Ottawa to Transfer $900M Pension Surplus, Sparking Union Ire
Feds move $900M pension surplus, total hits $2.8B

The federal government is preparing to transfer a nearly $900 million surplus from the Public Service Pension Fund into a central government account, reigniting tensions with public sector unions who criticized a similar $1.9-billion move just last year.

Government Cites Law and Strong Market Performance

On December 18, Treasury Board President Shafqat Ali announced the decision, stating the transfer is required by law when the pension fund's assets reach a certain level, creating what is deemed a "non-permitted surplus." The funds will be placed in the consolidated revenue fund, the government's general account for taxes and revenues used for public expenses.

Ali attributed the ongoing surplus to "strong market performance" and noted the combined total from this and last year's transfer now amounts to $2.8 billion. The surplus will be held in the central account while next steps are considered.

Union Backlash and Historical Context

The move has drawn immediate criticism from public sector unions. Sean O’Reilly, president of the Professional Institute of the Public Service of Canada, expressed alarm at "the government’s continued treatment of that surplus as a piggy bank it can access at will."

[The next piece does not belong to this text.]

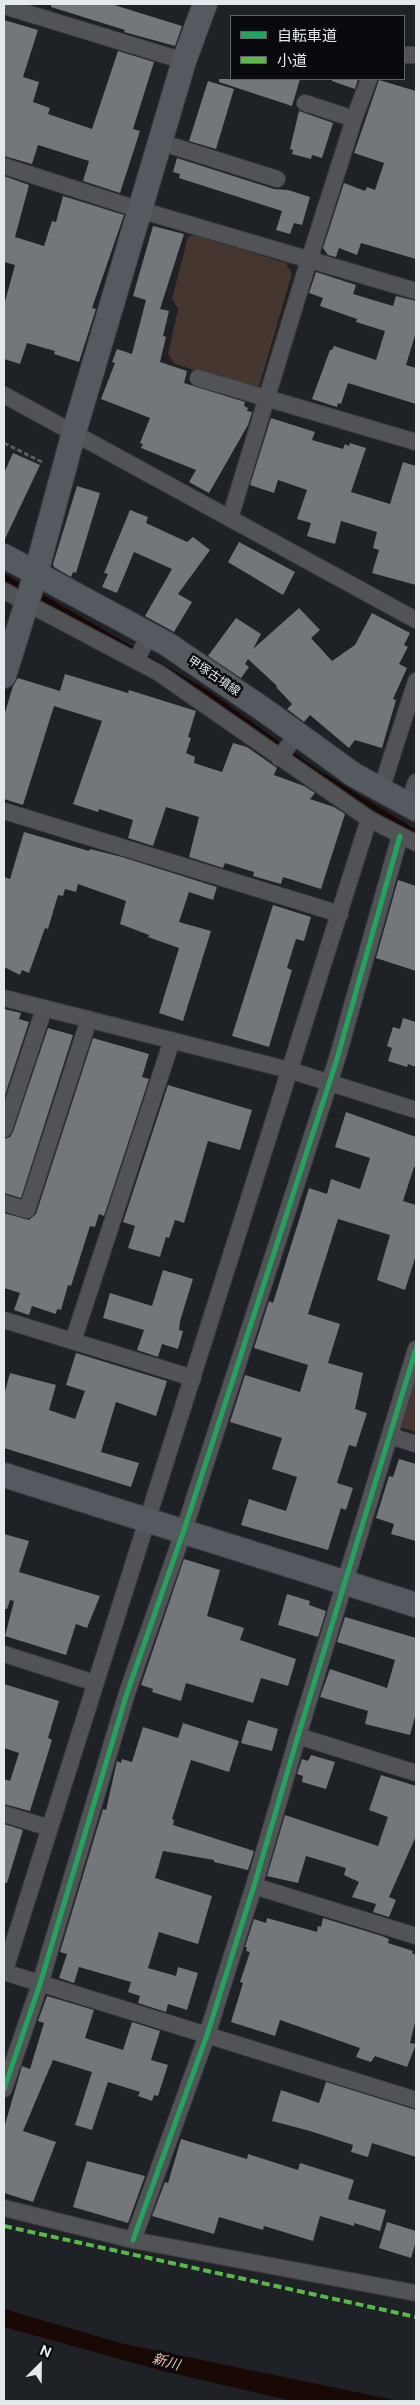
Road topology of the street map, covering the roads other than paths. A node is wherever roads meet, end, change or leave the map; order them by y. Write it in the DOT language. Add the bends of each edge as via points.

This action echoes a contentious dispute from the previous year, when the Public Service Alliance of Canada (PSAC) fiercely opposed the transfer of a $1.9-billion surplus. That move sparked a public war of words between then-Treasury Board president Anita Anand and PSAC president Sharon DeSousa.

At the time, PSAC argued the surplus should be used to reverse pension changes made in 2012 under Prime Minister Stephen Harper, which created a two-tier system with a later retirement age for public servants hired after 2013. The union vowed to oppose any unilateral allocation of the funds.

Broader Implications and Early Retirement Plans

This pension fund issue unfolds against the backdrop of the government's plan to reduce the size of the public service. The November federal budget revealed an early retirement incentive program, with approximately 68,000 notices already issued to eligible public servants.

The Treasury Board Secretariat has confirmed these incentives, part of a plan to cut roughly 30,000 jobs, will be sourced from the pension fund. As of the December 18 announcement, PSAC had not immediately responded to a request for comment on the latest surplus transfer.